Pages

Wednesday, January 07, 2009

Gone to the library

While everyone else bemoans the decline of the printed book, Steven Levitt and Stephen Dubner, the authors of Freakonomics, point out that public libraries are seeing double-digit increases in circulation and new card requests. “As consumer spending recedes in the face of the credit crisis,” they wonder, “will libraries become more popular than shopping malls as a destination?”

I have a somewhat different question—one that has troubled me for some time. If library patrons are checking out a newly published book instead of buying it, and if public libraries are funded by the government, isn’t the time fast arriving when the government both subsidizes the market for new books and severely limits it? Instead of twenty library patrons going to Barnes & Noble or logging on to Amazon and buying twenty copies of Goldengrove, they go to the local branch and get on a waiting list for the library’s one copy. Francine Prose is denied nineteen sales, although she is guaranteed at least one—and twenty readers for her next novel, if they liked this one. Or do libraries create readers for titles they might otherwise never have heard of? And customers, then, for later books by the same author? I wish the Freakonomics boys had thought to ask about, and to investigate, the economic effect of public libraries on new book sales.

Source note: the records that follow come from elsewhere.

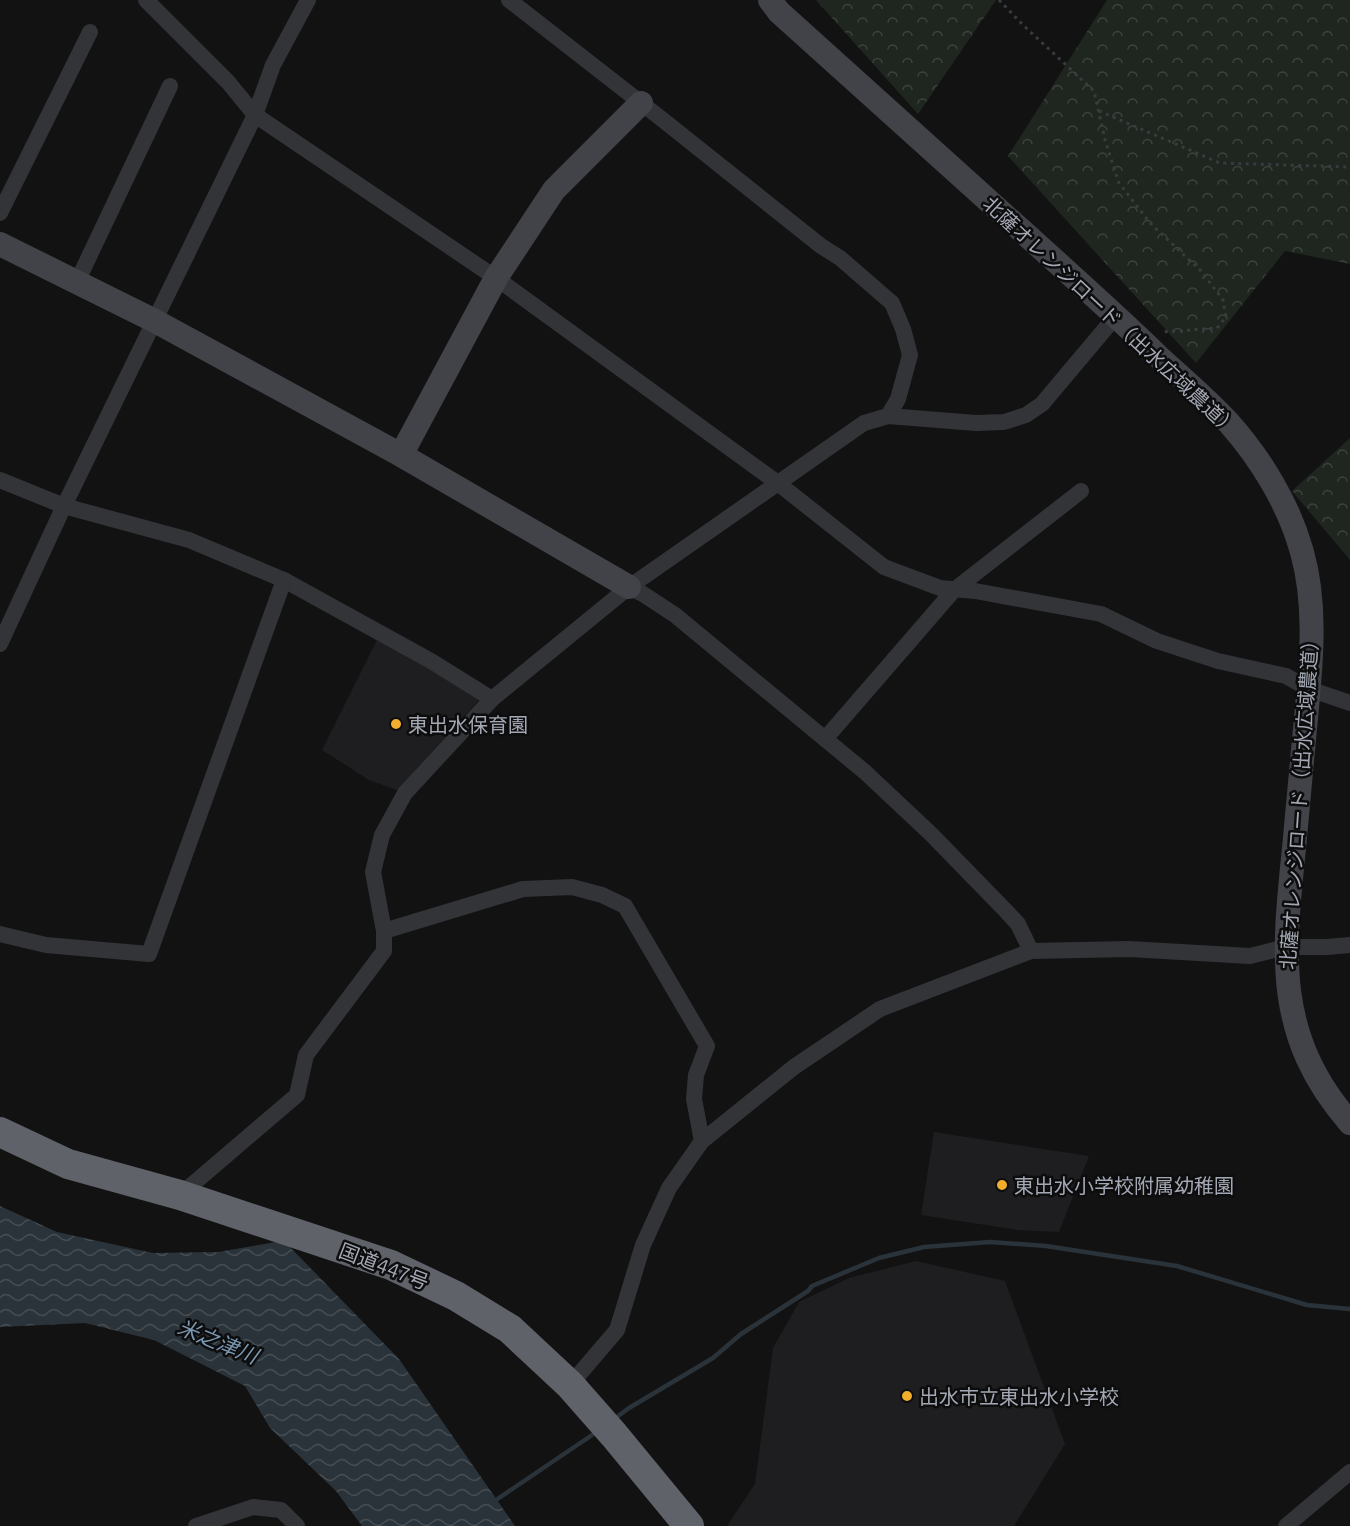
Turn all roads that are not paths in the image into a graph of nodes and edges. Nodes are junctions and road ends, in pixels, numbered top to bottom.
1 (146, 0) edge
2 (308, 0) edge
3 (508, 0) edge
4 (770, 0) edge
5 (90, 32) dead end
6 (170, 86) dead end
7 (641, 102) junction
8 (255, 115) junction
9 (0, 213) edge
10 (0, 244) edge
11 (496, 278) junction
12 (77, 282) junction
13 (1116, 316) junction
14 (155, 321) junction
15 (888, 416) junction
16 (401, 455) junction
17 (0, 480) edge
18 (779, 483) junction
19 (1081, 491) dead end
20 (64, 506) junction
21 (284, 580) junction
22 (629, 587) junction
23 (954, 590) junction
24 (0, 644) edge
25 (1309, 689) junction
26 (492, 699) junction
27 (1350, 703) edge
28 (825, 739) junction
29 (384, 931) junction
30 (0, 934) edge
31 (1350, 945) edge
32 (1286, 948) junction
33 (1031, 951) junction
34 (1350, 1124) edge
35 (0, 1132) edge
36 (702, 1141) junction
37 (180, 1195) junction
38 (570, 1385) junction
39 (1350, 1472) edge
40 (196, 1526) edge
41 (297, 1526) edge
42 (689, 1526) edge
43 (1286, 1526) edge

1 - 8 street
2 - 8 street
3 - 7 street
4 - 13 street, 北薩オレンジロード（出水広域農道）
5 - 9 street
6 - 12 street
7 - 11 street
7 - 15 street
8 - 11 street
8 - 14 street
10 - 12 street
11 - 16 street
11 - 18 street
12 - 14 street
13 - 15 street
13 - 25 street, 北薩オレンジロード（出水広域農道）
14 - 16 street
14 - 20 street
15 - 18 street
16 - 22 street
17 - 20 street
18 - 22 street
18 - 23 street
19 - 23 street
20 - 21 street
20 - 24 street
21 - 26 street
21 - 30 street
22 - 26 street
22 - 28 street
23 - 25 street
23 - 28 street
25 - 27 street
25 - 32 street, 北薩オレンジロード（出水広域農道）
26 - 29 street
28 - 33 street
29 - 36 street
29 - 37 street
31 - 32 street
32 - 33 street
32 - 34 street, 北薩オレンジロード（出水広域農道）
33 - 36 street
35 - 37 highway, 国道447号
36 - 38 street
37 - 38 highway, 国道447号
38 - 42 highway, 国道447号
39 - 43 street
40 - 41 street

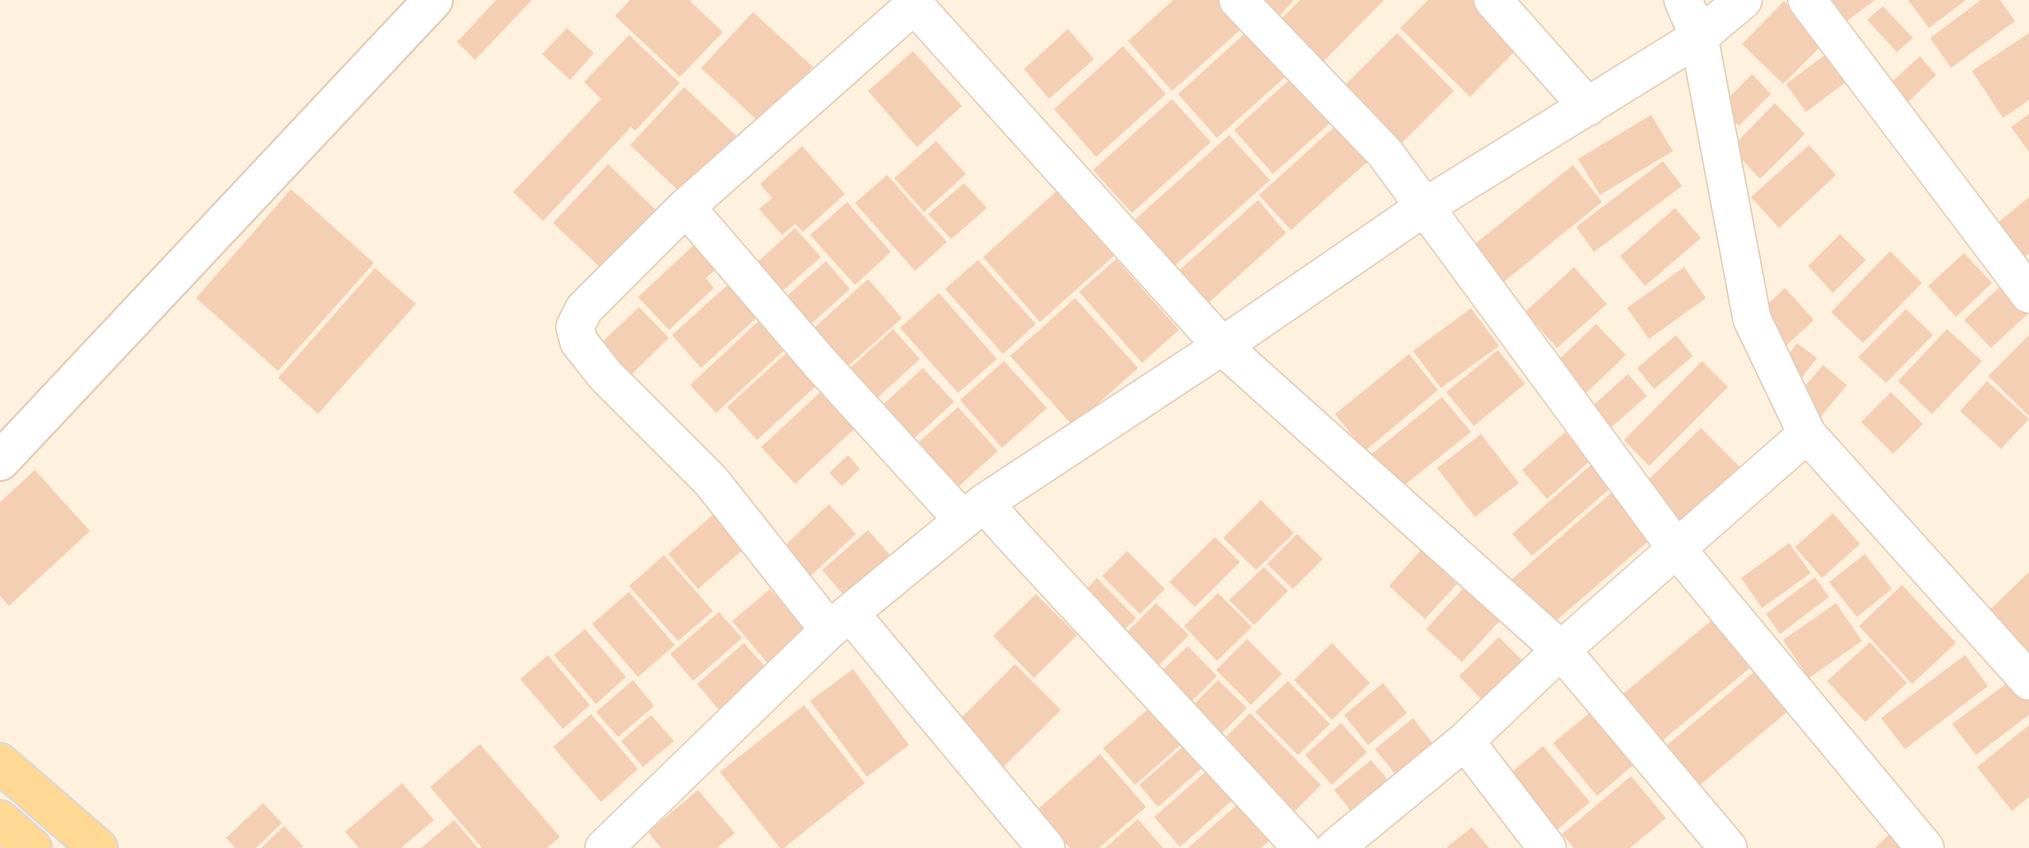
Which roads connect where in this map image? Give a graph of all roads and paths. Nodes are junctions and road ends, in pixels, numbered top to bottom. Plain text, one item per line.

But this trend also raises the question of what public libraries are for. As John J. Miller wrote two years ago in the Wall Street Journal, public libraries are becoming “ruthless” (a librarian’s word) in weeding out books that do not circulate widely. These include “classics” like The Mayor of Casterbridge or The Sound and the Fury that get newspapers worked up, but some copies of those books will always be around. I’d be more worried about the sort of titles that end up at the Neglected Books Page. Once a library has weeded them from its collection, and in an ethically dubious act, makes extra money by selling off its copies, where will they be found? If public libraries do not exist to preserve a cultural heritage, why are they being subsidized by the public? Why should the government support a competitor to Barnes & Noble and Amazon?

2 comments:

  1. Well if libraries only collected best sellers you might have a point about competing against B&N or Borders.

    But I assume that you realize that libraries do more than that.

    ReplyDelete
  2. I am one of those people who always has multiple books out or on hold at the library.

    so I can say from experience that the library is not a realistic way to read most NEW fiction. If the book receives even mildly positive reviews - the waiting list will be weeks or months long (at least in the Chicago Public Library system).

    I've given in and purchased at least 7 books that I had intended only to check out over the past 2 months for this VERY reason.

    but - if a book is new and fairly obscure, you can get it with no problem - which has saved me probably thousands upon thousands of dollars (that I didn't have to spend anyway) over the past few years.

    and Anonymous has a point. Most people don't use the library for best sellers - it's impractical. I can only speak to my own preferences, but most of my selections aren't even new fiction.

    Library didn't kill the Amazon star... yet.